Some of the things that I’ve seen over the years is one thing that bothers me, is there’s some people who only come to eat the free food so that, they know there’s an opening reception. They come and they fill up a plate and then they leave. They don’t even look at the artwork and I’ll see them at different openings around town and they just come and they eat, I mean, it’s fun. I encourage my students to go because they can get free dinner. Artists live off of cheese. Once a month we go do our gallery openings, receptions and you go four, five, six galleries and by the end of the night, you’re full, you’ve had wine, cheese and you’re good. For a starving artist, it’s very important to go to openings because you get to see art, you get to meet people and you get to have a free meal.

The other thing is, and this is hard too, I have to remind myself about it: People not looking at an individual artwork for long enough. I mean, this becomes more, more and more difficult because we’re used to very rapid image. Like scrolling and looking at our phones. The average time that we spend with an image is a couple seconds or something like that on social media. Looking at an art work is a very different, you have to sort of slow yourself down and I still have to remind myself, ok, take your time. Let’s look at the different elements. Not just say, oh, I don’t like this color, but really just spend some time with each work and we all have to remind ourselves to do that. I feel like you get a better enjoyment. Even if any of the other thing, it’s not important that you like it.

Sometimes you don’t have to like it. I did a lot of education with the gallery as well with people who didn’t have art background, had been to museums and it’s ok to not like something. You can still sort of see and it’s important to know why you don’t like it. So you get into some things like that and recognizing and that’s why it’s nice to spend time with the artwork. Sometimes opinions will change once you hear the story behind it. It’s hard to give an artwork, two seconds. We’re really just going to be very, subjective on our, and biased on our opinions of color and shape and things like that and subject matter.
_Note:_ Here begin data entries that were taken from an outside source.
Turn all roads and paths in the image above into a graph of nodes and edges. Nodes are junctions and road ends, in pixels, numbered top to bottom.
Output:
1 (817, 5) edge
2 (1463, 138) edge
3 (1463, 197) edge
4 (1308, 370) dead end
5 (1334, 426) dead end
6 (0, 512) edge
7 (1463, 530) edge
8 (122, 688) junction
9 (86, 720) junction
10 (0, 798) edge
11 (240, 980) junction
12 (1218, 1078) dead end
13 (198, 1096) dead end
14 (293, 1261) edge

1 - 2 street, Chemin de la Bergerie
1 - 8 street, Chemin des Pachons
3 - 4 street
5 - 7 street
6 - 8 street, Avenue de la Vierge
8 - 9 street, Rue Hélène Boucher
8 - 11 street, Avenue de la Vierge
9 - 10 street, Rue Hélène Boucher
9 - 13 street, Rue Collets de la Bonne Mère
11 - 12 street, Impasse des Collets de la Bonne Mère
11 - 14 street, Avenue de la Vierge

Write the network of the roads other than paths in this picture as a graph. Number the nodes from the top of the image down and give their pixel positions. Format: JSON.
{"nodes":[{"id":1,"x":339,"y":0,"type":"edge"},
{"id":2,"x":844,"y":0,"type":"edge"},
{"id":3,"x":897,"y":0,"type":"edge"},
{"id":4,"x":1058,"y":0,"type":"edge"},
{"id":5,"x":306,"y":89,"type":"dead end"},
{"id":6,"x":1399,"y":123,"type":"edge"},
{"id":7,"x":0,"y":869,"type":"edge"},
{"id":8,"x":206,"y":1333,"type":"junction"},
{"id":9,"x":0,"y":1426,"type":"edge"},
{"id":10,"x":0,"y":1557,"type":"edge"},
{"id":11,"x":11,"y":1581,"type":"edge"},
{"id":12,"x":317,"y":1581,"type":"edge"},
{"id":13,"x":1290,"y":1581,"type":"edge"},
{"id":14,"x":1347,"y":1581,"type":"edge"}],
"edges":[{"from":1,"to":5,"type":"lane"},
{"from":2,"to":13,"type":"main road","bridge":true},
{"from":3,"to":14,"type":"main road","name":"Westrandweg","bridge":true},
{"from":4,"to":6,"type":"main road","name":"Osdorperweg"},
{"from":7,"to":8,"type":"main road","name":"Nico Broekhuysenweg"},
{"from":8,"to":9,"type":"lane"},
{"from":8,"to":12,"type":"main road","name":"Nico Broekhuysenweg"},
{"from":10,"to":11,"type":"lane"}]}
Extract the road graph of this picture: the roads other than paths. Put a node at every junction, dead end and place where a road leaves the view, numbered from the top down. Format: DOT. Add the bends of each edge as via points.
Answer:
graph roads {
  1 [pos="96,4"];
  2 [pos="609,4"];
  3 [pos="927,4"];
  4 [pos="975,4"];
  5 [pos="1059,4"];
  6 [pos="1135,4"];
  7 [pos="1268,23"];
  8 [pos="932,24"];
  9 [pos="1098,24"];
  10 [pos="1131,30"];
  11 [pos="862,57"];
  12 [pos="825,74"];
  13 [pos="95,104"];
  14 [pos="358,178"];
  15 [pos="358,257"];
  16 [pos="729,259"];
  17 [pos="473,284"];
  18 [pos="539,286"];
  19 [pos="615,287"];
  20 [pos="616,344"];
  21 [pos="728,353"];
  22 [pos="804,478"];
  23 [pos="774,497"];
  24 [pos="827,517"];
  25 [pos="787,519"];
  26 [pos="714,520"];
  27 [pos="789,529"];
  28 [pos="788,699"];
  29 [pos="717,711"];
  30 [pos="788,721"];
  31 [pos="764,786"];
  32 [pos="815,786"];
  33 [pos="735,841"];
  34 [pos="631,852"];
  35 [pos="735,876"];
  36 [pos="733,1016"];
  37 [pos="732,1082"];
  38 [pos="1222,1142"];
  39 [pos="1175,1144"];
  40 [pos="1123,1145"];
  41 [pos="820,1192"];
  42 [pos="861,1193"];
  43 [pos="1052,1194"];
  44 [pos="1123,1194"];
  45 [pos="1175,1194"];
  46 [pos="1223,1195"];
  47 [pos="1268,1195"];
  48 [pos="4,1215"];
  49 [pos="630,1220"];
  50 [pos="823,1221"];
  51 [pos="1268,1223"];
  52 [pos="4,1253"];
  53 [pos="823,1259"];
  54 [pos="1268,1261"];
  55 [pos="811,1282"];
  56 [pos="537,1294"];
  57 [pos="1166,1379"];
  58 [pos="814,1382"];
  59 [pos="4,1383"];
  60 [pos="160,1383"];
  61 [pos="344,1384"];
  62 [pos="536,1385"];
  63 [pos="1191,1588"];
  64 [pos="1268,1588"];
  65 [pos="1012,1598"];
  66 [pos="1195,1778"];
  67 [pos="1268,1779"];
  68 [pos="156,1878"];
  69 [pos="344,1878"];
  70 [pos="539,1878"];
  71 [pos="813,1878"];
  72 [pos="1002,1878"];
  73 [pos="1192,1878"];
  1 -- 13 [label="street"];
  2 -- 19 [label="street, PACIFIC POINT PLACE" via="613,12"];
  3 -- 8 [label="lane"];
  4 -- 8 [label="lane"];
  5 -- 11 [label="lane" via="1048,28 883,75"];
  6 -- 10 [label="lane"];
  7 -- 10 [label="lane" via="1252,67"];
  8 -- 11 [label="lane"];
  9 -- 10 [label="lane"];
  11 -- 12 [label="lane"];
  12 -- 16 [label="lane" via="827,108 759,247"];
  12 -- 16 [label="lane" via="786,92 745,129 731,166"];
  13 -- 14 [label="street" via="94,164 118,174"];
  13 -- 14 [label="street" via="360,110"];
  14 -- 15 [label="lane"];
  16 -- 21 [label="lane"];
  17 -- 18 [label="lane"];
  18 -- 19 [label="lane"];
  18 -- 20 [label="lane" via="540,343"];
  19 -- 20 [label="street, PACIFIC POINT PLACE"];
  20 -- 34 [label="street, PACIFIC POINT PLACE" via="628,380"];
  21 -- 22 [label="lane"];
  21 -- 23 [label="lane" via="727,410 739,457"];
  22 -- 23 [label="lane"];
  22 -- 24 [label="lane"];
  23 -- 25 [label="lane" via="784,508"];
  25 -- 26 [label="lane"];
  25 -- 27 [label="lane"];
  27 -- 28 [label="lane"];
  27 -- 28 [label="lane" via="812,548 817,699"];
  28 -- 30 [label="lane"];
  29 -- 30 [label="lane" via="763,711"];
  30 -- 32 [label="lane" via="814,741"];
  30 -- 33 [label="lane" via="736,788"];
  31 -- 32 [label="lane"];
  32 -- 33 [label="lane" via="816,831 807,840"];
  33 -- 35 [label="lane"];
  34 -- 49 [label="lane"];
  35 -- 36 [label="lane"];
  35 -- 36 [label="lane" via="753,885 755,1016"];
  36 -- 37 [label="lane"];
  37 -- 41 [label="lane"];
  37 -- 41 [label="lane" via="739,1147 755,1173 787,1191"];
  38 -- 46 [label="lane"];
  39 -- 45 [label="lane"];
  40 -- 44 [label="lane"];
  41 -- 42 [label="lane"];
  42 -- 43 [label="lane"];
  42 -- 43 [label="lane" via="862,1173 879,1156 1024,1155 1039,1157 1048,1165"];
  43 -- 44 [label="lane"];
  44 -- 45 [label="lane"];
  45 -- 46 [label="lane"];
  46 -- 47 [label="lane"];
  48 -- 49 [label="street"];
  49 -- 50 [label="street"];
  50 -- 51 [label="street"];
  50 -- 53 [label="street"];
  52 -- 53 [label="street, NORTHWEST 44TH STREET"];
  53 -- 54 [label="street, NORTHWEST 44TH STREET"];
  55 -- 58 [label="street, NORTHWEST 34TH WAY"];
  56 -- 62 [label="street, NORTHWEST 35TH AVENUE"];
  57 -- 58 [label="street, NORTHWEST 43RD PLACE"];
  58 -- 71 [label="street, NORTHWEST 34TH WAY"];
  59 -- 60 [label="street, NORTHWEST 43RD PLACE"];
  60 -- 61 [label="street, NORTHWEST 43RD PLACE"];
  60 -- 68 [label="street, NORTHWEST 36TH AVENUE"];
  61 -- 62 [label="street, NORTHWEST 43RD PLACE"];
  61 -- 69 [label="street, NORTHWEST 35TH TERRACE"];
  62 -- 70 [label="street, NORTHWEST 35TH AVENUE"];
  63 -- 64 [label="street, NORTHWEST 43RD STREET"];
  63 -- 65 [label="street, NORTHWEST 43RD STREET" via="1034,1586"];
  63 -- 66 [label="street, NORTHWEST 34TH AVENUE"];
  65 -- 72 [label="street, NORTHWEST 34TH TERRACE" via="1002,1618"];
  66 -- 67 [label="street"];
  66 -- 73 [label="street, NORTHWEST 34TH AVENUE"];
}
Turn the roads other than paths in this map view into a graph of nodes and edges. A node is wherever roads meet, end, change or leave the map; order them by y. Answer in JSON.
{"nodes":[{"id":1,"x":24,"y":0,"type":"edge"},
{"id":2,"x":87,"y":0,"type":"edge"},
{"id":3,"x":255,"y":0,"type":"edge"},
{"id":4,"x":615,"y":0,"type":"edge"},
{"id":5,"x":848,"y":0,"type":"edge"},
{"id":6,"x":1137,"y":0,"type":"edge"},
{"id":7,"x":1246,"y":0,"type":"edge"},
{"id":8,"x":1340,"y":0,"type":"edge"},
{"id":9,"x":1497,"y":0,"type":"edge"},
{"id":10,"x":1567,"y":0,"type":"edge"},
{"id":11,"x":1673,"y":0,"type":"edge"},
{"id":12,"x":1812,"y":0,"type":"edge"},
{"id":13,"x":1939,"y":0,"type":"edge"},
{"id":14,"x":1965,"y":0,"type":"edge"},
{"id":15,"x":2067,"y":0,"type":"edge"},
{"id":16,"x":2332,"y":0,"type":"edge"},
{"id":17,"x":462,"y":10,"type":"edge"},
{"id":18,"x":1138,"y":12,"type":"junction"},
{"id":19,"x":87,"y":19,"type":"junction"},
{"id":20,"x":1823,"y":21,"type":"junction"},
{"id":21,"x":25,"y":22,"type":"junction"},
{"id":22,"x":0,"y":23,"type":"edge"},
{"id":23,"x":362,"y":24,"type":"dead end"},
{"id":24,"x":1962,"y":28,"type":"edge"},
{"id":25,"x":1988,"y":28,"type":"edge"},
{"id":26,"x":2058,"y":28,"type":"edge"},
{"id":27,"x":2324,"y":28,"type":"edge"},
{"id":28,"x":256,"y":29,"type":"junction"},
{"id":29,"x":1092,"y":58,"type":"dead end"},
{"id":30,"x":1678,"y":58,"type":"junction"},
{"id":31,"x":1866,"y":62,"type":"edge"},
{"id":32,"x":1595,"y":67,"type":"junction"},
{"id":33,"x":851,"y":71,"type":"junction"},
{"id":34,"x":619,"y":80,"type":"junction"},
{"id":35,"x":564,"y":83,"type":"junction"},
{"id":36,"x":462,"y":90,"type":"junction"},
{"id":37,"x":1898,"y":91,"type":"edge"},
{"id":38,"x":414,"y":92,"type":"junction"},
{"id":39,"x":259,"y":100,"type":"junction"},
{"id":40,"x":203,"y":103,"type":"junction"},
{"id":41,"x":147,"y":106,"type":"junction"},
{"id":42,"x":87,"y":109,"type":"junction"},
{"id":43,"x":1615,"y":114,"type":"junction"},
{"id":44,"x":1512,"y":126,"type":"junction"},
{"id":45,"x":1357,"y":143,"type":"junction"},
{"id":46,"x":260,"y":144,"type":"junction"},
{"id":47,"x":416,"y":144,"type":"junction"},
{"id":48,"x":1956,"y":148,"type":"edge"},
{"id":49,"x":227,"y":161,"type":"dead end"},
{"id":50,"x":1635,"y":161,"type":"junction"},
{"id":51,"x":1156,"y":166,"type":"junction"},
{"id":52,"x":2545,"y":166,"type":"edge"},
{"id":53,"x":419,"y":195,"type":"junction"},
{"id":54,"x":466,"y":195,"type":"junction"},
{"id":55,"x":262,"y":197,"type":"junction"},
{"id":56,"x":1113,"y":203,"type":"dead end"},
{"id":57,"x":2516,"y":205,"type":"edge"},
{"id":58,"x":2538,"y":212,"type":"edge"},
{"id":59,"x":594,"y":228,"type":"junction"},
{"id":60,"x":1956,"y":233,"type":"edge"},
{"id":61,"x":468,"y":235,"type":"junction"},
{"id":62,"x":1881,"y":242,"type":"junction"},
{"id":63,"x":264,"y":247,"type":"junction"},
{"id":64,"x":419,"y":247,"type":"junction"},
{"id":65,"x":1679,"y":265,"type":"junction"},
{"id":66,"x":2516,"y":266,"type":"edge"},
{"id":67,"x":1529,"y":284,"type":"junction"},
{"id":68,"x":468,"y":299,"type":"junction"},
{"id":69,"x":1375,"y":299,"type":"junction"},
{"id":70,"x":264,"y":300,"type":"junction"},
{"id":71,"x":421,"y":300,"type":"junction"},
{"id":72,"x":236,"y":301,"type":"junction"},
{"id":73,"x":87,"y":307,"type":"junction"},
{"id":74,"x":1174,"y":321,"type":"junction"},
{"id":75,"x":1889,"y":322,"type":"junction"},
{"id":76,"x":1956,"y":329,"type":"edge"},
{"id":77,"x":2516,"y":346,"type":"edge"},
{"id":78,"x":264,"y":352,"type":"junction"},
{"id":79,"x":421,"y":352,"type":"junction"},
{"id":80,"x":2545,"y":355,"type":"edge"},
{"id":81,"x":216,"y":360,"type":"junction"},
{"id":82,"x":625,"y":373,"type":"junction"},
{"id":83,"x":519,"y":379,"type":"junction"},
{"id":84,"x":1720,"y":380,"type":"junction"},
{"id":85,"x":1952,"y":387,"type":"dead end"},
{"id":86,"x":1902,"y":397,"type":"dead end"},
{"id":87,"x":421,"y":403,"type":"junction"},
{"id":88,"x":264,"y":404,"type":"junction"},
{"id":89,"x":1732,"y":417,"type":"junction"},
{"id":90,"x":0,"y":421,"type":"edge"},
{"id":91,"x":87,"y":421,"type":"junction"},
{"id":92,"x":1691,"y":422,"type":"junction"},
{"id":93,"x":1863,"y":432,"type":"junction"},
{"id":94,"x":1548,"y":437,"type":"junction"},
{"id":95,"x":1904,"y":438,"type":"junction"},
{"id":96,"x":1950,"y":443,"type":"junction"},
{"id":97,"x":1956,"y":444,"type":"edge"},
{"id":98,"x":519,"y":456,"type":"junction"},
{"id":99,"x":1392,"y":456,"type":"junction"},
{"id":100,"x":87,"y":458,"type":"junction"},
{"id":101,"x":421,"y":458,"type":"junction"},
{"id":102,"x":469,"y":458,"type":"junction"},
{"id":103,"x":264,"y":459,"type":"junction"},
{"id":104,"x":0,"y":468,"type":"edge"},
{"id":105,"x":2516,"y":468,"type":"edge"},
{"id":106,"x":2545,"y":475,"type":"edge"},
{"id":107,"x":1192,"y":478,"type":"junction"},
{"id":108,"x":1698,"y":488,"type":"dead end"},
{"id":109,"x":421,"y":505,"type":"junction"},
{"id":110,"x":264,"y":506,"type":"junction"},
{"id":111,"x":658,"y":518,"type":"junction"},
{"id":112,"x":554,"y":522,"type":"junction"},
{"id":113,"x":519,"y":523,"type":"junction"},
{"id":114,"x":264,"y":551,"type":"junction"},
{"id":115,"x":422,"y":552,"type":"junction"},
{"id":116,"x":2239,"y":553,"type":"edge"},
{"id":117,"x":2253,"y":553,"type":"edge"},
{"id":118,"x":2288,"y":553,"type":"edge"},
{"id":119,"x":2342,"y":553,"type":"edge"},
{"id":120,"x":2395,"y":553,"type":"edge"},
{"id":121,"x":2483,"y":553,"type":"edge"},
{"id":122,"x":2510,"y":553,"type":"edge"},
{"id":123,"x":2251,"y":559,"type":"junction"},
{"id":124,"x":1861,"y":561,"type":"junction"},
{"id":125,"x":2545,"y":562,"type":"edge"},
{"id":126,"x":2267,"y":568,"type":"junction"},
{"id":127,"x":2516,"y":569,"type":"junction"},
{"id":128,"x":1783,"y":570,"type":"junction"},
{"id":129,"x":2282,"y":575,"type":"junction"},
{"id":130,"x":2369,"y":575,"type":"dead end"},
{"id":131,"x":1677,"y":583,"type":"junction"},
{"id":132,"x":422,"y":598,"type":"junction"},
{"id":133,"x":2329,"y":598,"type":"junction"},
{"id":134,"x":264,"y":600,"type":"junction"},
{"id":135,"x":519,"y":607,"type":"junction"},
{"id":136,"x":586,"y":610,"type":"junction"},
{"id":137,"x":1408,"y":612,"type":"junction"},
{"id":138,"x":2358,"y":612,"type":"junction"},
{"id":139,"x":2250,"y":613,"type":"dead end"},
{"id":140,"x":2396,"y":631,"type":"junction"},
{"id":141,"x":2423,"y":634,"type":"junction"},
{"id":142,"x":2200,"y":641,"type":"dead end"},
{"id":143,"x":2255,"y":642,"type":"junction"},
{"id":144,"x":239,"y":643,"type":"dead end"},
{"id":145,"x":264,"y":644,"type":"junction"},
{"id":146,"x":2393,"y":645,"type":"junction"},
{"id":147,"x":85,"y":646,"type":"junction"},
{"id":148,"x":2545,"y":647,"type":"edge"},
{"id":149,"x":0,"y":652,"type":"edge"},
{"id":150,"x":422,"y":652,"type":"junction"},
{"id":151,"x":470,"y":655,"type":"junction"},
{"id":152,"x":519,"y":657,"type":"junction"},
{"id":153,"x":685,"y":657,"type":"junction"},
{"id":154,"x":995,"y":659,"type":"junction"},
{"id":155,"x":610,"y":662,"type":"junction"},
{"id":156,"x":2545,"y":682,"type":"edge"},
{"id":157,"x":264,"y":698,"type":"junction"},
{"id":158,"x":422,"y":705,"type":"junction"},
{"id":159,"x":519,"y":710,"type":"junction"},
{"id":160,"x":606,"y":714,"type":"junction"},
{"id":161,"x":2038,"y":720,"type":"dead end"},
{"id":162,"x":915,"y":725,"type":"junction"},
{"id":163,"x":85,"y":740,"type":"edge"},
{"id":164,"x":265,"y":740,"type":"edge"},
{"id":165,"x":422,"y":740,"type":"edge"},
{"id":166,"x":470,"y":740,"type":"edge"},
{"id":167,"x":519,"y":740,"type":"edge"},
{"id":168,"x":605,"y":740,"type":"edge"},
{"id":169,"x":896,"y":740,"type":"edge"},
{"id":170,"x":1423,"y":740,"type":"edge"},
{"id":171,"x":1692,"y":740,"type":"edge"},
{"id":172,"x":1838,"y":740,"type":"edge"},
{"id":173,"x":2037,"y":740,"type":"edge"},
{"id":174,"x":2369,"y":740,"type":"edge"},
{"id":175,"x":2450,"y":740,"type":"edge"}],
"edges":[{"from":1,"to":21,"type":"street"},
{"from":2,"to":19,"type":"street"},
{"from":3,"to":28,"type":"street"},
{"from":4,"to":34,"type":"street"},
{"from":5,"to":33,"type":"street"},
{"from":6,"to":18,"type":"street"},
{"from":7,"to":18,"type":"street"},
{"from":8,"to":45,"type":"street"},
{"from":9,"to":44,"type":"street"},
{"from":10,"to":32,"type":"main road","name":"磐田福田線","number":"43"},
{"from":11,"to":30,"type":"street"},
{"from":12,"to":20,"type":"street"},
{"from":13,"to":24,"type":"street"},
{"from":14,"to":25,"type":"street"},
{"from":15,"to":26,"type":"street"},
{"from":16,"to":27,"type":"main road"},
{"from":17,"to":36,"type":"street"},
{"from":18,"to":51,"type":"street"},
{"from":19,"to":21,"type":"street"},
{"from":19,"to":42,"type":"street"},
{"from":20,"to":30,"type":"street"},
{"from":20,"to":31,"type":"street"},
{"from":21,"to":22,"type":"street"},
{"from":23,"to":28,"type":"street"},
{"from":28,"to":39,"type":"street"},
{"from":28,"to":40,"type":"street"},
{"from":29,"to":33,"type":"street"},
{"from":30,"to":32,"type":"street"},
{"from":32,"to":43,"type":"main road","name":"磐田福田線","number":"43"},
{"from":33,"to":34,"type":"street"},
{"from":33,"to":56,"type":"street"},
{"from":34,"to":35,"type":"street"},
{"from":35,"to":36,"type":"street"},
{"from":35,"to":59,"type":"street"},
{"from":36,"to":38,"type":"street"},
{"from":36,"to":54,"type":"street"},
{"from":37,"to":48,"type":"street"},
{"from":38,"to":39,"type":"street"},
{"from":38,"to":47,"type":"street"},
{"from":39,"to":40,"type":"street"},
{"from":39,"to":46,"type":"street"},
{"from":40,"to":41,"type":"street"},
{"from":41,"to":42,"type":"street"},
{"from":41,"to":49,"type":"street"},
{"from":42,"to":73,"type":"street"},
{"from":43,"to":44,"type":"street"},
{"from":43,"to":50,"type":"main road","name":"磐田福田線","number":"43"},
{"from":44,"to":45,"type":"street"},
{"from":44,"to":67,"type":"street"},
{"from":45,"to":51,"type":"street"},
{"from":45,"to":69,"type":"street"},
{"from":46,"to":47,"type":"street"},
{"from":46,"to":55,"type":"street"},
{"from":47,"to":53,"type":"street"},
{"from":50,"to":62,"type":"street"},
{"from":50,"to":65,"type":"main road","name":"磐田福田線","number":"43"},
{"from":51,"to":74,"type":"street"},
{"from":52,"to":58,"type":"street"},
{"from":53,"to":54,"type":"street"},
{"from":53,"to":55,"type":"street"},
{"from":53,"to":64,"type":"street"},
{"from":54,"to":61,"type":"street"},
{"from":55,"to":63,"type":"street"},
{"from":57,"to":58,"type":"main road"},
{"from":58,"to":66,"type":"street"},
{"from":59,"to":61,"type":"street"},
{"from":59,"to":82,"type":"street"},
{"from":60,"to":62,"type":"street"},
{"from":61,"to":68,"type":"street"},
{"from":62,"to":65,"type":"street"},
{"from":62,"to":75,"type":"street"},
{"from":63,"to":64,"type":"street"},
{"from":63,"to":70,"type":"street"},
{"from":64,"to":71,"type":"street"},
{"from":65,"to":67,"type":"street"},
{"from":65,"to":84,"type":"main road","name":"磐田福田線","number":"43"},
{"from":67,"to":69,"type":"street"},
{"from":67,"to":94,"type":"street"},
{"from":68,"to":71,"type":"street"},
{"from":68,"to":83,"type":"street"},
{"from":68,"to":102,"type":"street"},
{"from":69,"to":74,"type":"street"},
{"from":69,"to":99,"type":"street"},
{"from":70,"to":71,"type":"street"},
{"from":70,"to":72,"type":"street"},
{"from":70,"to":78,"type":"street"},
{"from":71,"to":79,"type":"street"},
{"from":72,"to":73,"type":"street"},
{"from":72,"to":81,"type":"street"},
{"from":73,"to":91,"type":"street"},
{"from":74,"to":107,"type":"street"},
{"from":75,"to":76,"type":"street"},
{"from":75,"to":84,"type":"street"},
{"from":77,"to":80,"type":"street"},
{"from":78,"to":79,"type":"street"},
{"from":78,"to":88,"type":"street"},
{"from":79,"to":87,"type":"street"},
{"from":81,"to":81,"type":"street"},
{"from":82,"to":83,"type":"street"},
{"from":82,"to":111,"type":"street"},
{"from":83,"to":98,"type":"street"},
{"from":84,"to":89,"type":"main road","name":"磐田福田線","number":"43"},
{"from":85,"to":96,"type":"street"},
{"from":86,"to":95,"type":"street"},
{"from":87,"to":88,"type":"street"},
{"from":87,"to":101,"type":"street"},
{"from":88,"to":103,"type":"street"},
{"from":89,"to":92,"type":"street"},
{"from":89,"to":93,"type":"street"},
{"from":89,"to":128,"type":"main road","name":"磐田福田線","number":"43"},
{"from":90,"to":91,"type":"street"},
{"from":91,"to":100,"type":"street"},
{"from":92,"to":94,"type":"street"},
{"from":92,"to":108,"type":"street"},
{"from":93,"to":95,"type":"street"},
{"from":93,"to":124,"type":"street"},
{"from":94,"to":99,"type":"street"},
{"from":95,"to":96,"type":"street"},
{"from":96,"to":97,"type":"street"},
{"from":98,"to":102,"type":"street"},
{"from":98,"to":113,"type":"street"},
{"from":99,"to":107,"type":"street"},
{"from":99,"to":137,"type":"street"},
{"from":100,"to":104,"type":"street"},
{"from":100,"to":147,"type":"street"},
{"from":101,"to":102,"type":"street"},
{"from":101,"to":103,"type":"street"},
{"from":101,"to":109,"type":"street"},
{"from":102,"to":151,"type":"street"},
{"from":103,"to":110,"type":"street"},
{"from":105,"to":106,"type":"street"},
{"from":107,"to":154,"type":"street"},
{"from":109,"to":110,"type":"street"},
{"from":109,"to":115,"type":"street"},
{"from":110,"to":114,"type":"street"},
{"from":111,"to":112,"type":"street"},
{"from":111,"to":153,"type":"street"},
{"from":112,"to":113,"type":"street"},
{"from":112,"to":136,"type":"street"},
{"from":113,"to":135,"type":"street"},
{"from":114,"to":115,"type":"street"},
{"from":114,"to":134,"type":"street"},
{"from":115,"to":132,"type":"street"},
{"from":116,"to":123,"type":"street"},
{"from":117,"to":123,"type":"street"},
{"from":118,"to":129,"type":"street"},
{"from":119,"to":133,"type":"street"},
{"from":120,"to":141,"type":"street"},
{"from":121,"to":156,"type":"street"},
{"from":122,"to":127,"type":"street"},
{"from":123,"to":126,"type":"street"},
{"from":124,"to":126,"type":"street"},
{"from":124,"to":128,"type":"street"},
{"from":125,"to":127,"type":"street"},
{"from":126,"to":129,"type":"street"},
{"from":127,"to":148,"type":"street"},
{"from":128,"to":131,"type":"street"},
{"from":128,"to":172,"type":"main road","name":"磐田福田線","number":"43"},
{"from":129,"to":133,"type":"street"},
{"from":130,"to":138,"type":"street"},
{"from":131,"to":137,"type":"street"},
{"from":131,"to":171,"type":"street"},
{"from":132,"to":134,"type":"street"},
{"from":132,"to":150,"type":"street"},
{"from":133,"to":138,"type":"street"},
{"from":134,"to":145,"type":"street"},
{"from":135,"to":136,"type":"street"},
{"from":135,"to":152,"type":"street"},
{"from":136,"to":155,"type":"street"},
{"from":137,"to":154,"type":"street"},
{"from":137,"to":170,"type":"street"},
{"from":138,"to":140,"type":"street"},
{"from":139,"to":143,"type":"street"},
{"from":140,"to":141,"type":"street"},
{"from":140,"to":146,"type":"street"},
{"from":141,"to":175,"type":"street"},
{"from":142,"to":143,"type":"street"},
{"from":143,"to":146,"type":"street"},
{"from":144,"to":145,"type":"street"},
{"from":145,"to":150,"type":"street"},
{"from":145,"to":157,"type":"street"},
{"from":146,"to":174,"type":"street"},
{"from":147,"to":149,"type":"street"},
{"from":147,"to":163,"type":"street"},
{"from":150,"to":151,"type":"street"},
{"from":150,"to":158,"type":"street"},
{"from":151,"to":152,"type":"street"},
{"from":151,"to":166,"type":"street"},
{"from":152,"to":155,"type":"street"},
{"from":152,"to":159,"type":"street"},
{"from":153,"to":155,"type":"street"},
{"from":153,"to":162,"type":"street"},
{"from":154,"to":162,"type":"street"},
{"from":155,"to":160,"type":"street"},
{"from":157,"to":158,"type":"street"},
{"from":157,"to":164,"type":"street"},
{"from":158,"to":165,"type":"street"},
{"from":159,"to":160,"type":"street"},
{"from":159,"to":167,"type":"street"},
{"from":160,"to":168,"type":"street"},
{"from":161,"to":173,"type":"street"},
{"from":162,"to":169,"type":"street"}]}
Oh! I hate still life. So I’m not even gonna look at that work you know, and then the other thing, touching artwork. That’s another human thing that especially pieces. There’s some artwork that just screams, it wants to be touched and you can’t help it. But sometimes that’s ok, sometimes it’s not. I’ve even seen people rest, drinks like wine and stuff like that on pedestals with sculptures on them. That that’s pretty obnoxious, but putting your wine on the pedestal with the artwork on it…

Lilidiana Cruz: After said that, I have to ask: Do you prefer the big galleries or small ones?

Ehren Fritz Gerhard: The smaller community galleries and things like that, it’s obviously much more casual atmosphere, but still, I’ve had chills with very expensive artwork on a, like a like this thing.

What things that I love about them? And this is for any opening. But really with my work too, I’ve had really great experiences of people sharing their stories and experiences that maybe the artwork reminds them of, and in particular. I had a painting of an elk, a large portrait. It was probably four by three by four ft tall, this big giant elk head. And um someone had actually been charged by an elk. And they brought me aside in the gallery and they said this painting is, it was just evoking that experience again. And then all the other ones, different stories of people’s experiences or places they’ve been and sharing all that love of nature and it could be as well. So that for me is always the most fun, is hearing people’s stories.